With the ant or any other broadcasting organism sitting on the ground in still air, the shape of the active space would be hemispherical—one half of a sphere cut in two—with the broadcaster at the center of the flat surface. When an organism releases the pheromone from a leaf or object off the ground and in an air current, the shape of the active space would be an ellipsoid (roughly, shaped like an American football), tapering to a point at each end. The broadcaster would be at one of the points, releasing the pheromone downwind. When a trail is laid on the ground in quantities sufficient for it to be detected over a long period of time, the space would become a very long semiellipsoid, in other words an ellipsoid cut in half lengthwise at ground level.
Next we turned our attention of the design to the molecule itself.
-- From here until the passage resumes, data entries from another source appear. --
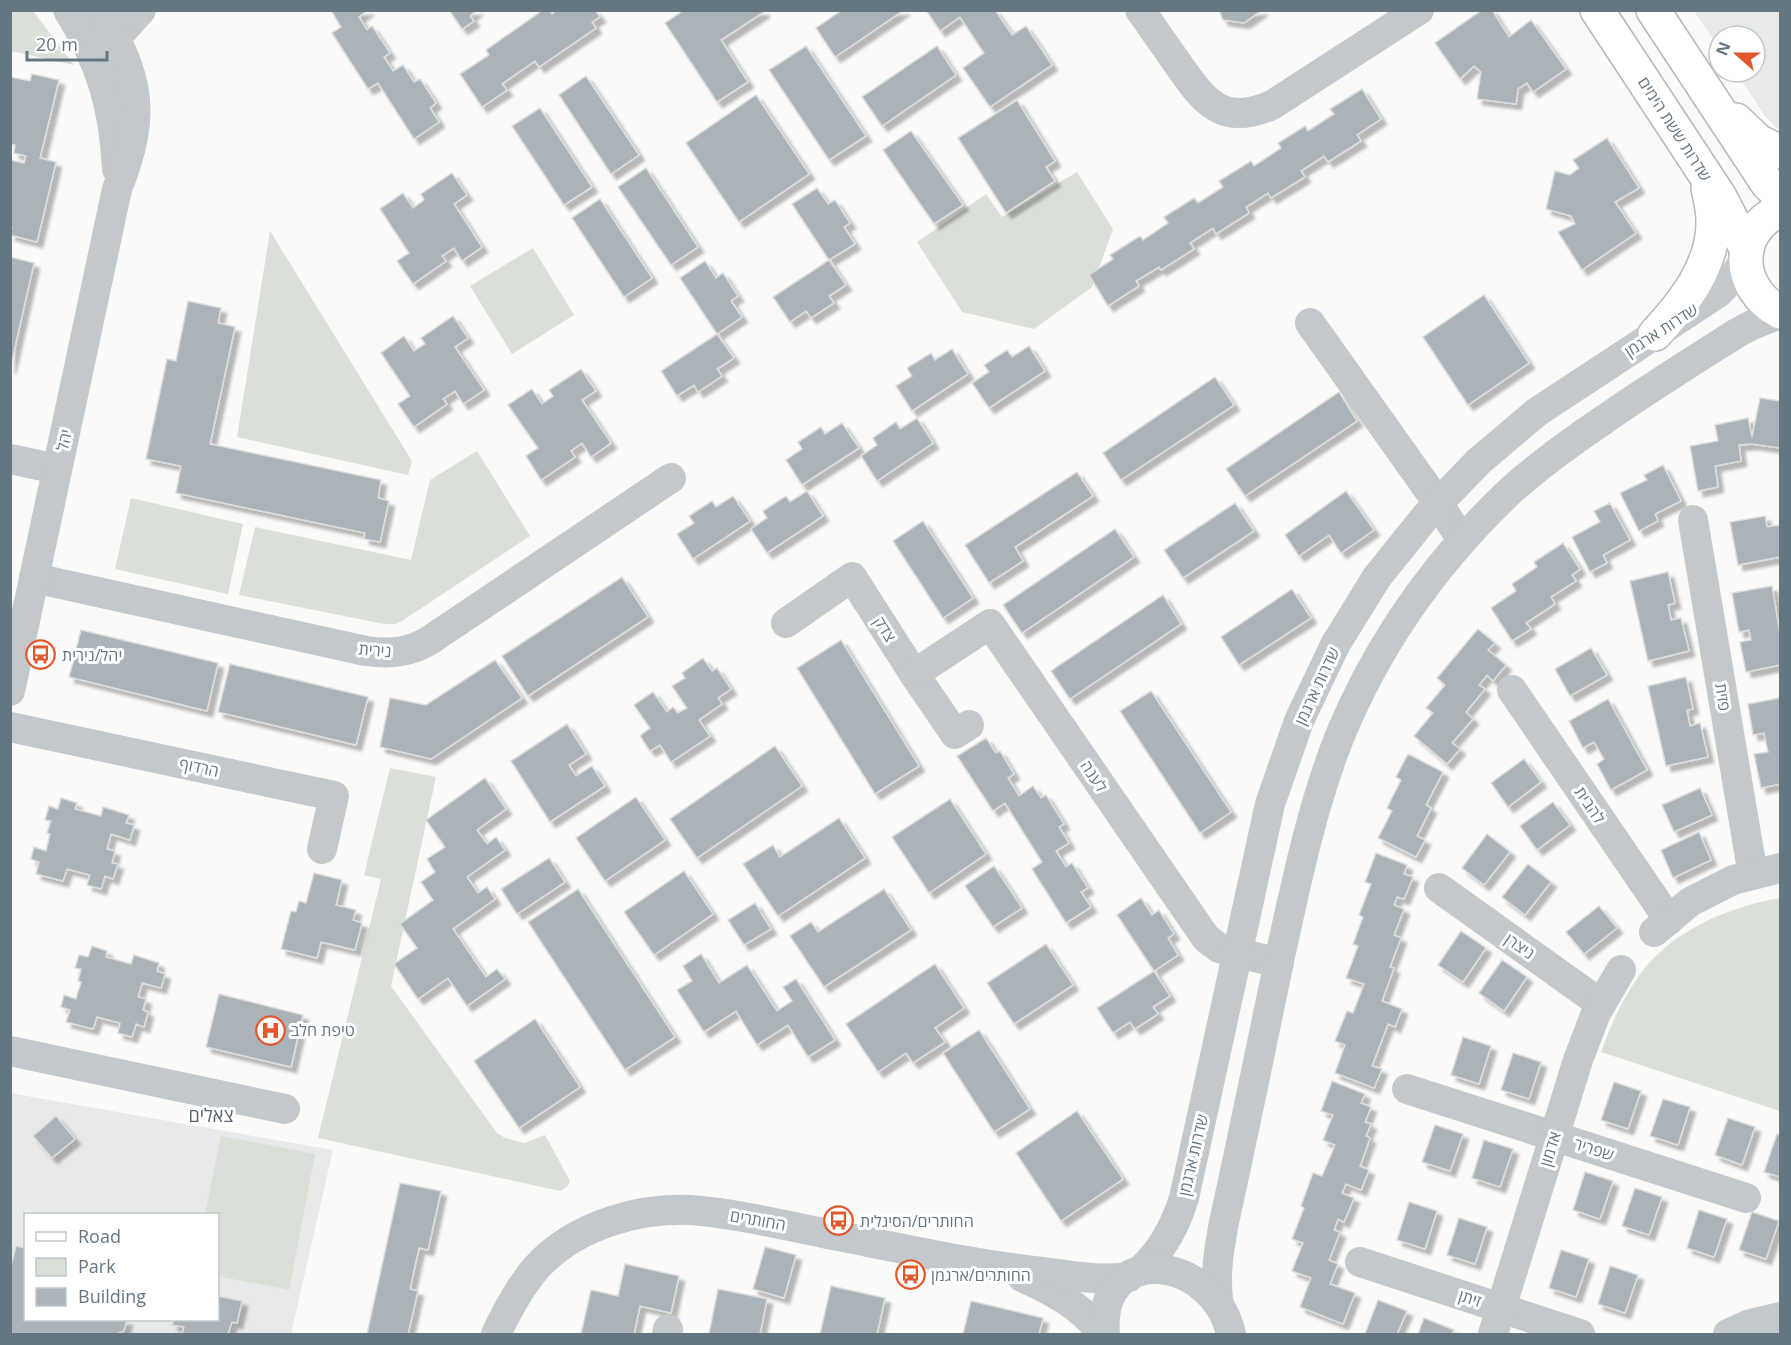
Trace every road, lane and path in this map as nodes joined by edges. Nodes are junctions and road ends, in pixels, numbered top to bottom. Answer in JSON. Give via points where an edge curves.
{"nodes":[{"id":1,"x":68,"y":10,"type":"edge"},
{"id":2,"x":99,"y":10,"type":"edge"},
{"id":3,"x":141,"y":10,"type":"edge"},
{"id":4,"x":1140,"y":10,"type":"edge"},
{"id":5,"x":1383,"y":10,"type":"edge"},
{"id":6,"x":1419,"y":10,"type":"edge"},
{"id":7,"x":1597,"y":10,"type":"edge"},
{"id":8,"x":1653,"y":10,"type":"edge"},
{"id":9,"x":104,"y":46,"type":"junction"},
{"id":10,"x":1192,"y":84,"type":"junction"},
{"id":11,"x":1704,"y":88,"type":"junction"},
{"id":12,"x":1780,"y":152,"type":"edge"},
{"id":13,"x":1707,"y":177,"type":"junction"},
{"id":14,"x":1780,"y":196,"type":"edge"},
{"id":15,"x":1780,"y":210,"type":"edge"},
{"id":16,"x":1747,"y":254,"type":"junction"},
{"id":17,"x":1780,"y":313,"type":"edge"},
{"id":18,"x":1310,"y":323,"type":"dead end"},
{"id":19,"x":1655,"y":334,"type":"junction"},
{"id":20,"x":10,"y":459,"type":"edge"},
{"id":21,"x":57,"y":469,"type":"junction"},
{"id":22,"x":671,"y":478,"type":"dead end"},
{"id":23,"x":1438,"y":503,"type":"junction"},
{"id":24,"x":1694,"y":519,"type":"dead end"},
{"id":25,"x":1462,"y":540,"type":"junction"},
{"id":26,"x":34,"y":578,"type":"junction"},
{"id":27,"x":786,"y":623,"type":"dead end"},
{"id":28,"x":914,"y":674,"type":"junction"},
{"id":29,"x":1512,"y":690,"type":"dead end"},
{"id":30,"x":10,"y":691,"type":"edge"},
{"id":31,"x":969,"y":725,"type":"dead end"},
{"id":32,"x":10,"y":727,"type":"edge"},
{"id":33,"x":322,"y":849,"type":"dead end"},
{"id":34,"x":1767,"y":871,"type":"edge"},
{"id":35,"x":1439,"y":888,"type":"dead end"},
{"id":36,"x":1237,"y":953,"type":"junction"},
{"id":37,"x":1279,"y":963,"type":"junction"},
{"id":38,"x":1621,"y":970,"type":"dead end"},
{"id":39,"x":1601,"y":1004,"type":"junction"},
{"id":40,"x":10,"y":1050,"type":"edge"},
{"id":41,"x":1407,"y":1089,"type":"dead end"},
{"id":42,"x":285,"y":1108,"type":"dead end"},
{"id":43,"x":1554,"y":1136,"type":"junction"},
{"id":44,"x":1746,"y":1198,"type":"dead end"},
{"id":45,"x":1360,"y":1262,"type":"dead end"},
{"id":46,"x":991,"y":1266,"type":"junction"},
{"id":47,"x":1134,"y":1274,"type":"junction"},
{"id":48,"x":1780,"y":1317,"type":"edge"},
{"id":49,"x":1497,"y":1322,"type":"edge"},
{"id":50,"x":1230,"y":1324,"type":"edge"},
{"id":51,"x":496,"y":1335,"type":"edge"},
{"id":52,"x":1104,"y":1335,"type":"edge"},
{"id":53,"x":1580,"y":1335,"type":"edge"},
{"id":54,"x":1728,"y":1335,"type":"edge"}],
"edges":[{"from":1,"to":9,"type":"street","name":"יהל"},
{"from":2,"to":9,"type":"street","name":"יהל"},
{"from":3,"to":9,"type":"street"},
{"from":4,"to":10,"type":"street"},
{"from":5,"to":10,"type":"street","via":[[1252,93],[1223,96]]},
{"from":6,"to":10,"type":"street","via":[[1259,111],[1225,111],[1206,101]]},
{"from":7,"to":13,"type":"main road","name":"שדרות ששת הימים"},
{"from":8,"to":11,"type":"main road"},
{"from":9,"to":21,"type":"street","name":"יהל","via":[[104,82],[113,124],[117,189]]},
{"from":11,"to":12,"type":"main road","via":[[1758,141]]},
{"from":11,"to":14,"type":"main road","via":[[1767,183]]},
{"from":13,"to":16,"type":"main road","name":"שדרות ששת הימים"},
{"from":13,"to":19,"type":"main road","via":[[1713,220],[1710,245],[1690,292]]},
{"from":15,"to":16,"type":"main road","via":[[1754,232]]},
{"from":16,"to":17,"type":"main road","name":"שדרות ששת הימים","via":[[1747,274],[1755,292]]},
{"from":16,"to":19,"type":"street","name":"שדרות ארגמן","via":[[1718,293]]},
{"from":17,"to":25,"type":"street","via":[[1737,333],[1563,447],[1508,493]]},
{"from":18,"to":23,"type":"street"},
{"from":19,"to":23,"type":"street","name":"שדרות ארגמן","via":[[1537,412],[1479,461]]},
{"from":20,"to":21,"type":"street"},
{"from":21,"to":26,"type":"street","name":"יהל"},
{"from":22,"to":26,"type":"street","name":"נירית","via":[[430,640],[399,652],[366,651]]},
{"from":23,"to":25,"type":"street"},
{"from":23,"to":36,"type":"street","name":"שדרות ארגמן","via":[[1377,577],[1335,645],[1299,721],[1270,804]]},
{"from":24,"to":34,"type":"street","name":"פזית"},
{"from":25,"to":37,"type":"street","via":[[1390,638],[1339,738],[1312,816]]},
{"from":26,"to":30,"type":"street","name":"יהל"},
{"from":27,"to":28,"type":"street","name":"צדק","via":[[852,576]]},
{"from":28,"to":31,"type":"street","name":"צדק","via":[[955,734]]},
{"from":28,"to":36,"type":"street","name":"לענה","via":[[990,624],[1206,938],[1219,948]]},
{"from":29,"to":34,"type":"street","name":"להבית","via":[[1661,926],[1690,903],[1733,880]]},
{"from":32,"to":33,"type":"street","name":"הרדוף","via":[[334,796]]},
{"from":35,"to":39,"type":"street","name":"ניצרן"},
{"from":36,"to":37,"type":"street","name":"לענה"},
{"from":36,"to":47,"type":"street","name":"שדרות ארגמן","via":[[1184,1198],[1168,1238],[1151,1261]]},
{"from":37,"to":50,"type":"street","via":[[1219,1248],[1217,1291]]},
{"from":38,"to":39,"type":"street","name":"אדמון"},
{"from":39,"to":43,"type":"street","name":"אדמון","via":[[1578,1059]]},
{"from":40,"to":42,"type":"street"},
{"from":41,"to":43,"type":"street","name":"שפריר"},
{"from":43,"to":44,"type":"street","name":"שפריר"},
{"from":43,"to":49,"type":"street","name":"אדמון"},
{"from":45,"to":49,"type":"street","name":"זיתן"},
{"from":46,"to":47,"type":"street","name":"החותרים","via":[[1094,1278]]},
{"from":46,"to":51,"type":"street","name":"החותרים","via":[[753,1219],[700,1211],[652,1211],[608,1221],[570,1240],[536,1268],[509,1306]]},
{"from":46,"to":52,"type":"street","name":"החותרים","via":[[1054,1292]]},
{"from":47,"to":50,"type":"street","name":"החותרים","via":[[1158,1269],[1182,1274],[1205,1288]]},
{"from":47,"to":52,"type":"street","name":"שדרות ארגמן","via":[[1110,1298]]},
{"from":48,"to":54,"type":"street","via":[[1750,1324]]},
{"from":49,"to":53,"type":"street","name":"זיתן"}]}
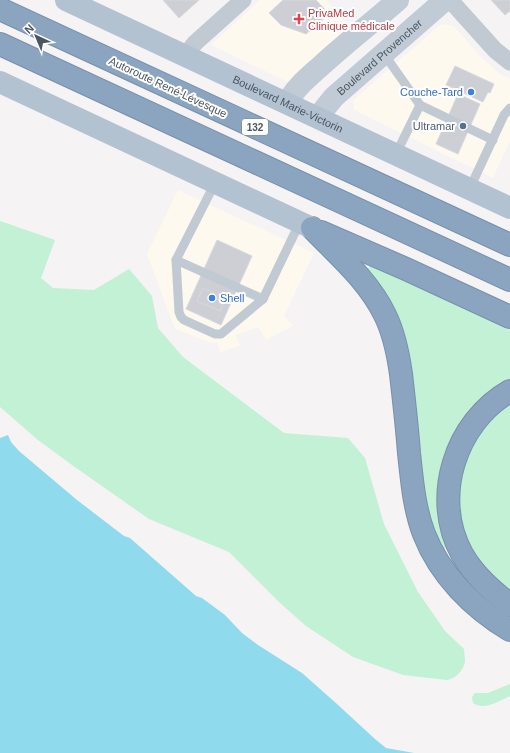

Trail substances and identification odors should consist, we reasoned, of either relatively large molecules or mixes of large molecules. They should diffuse slowly. Alarm pheromone molecules should be chosen in evolution to be smaller in size. They should form a more limited active space, and dissipate quickly. The qualities of the active space depend on five variables that can be measured: the diffusion rate of the substance, the surrounding air temperature, the velocity of the air current, the rate at which the pheromone is released, and the degree of sensitivity of the organism receiving it. With these measurable quantities in place, the theory began to take shape in a form that could be taken into the field and laboratory, and used to study animals as they communicated.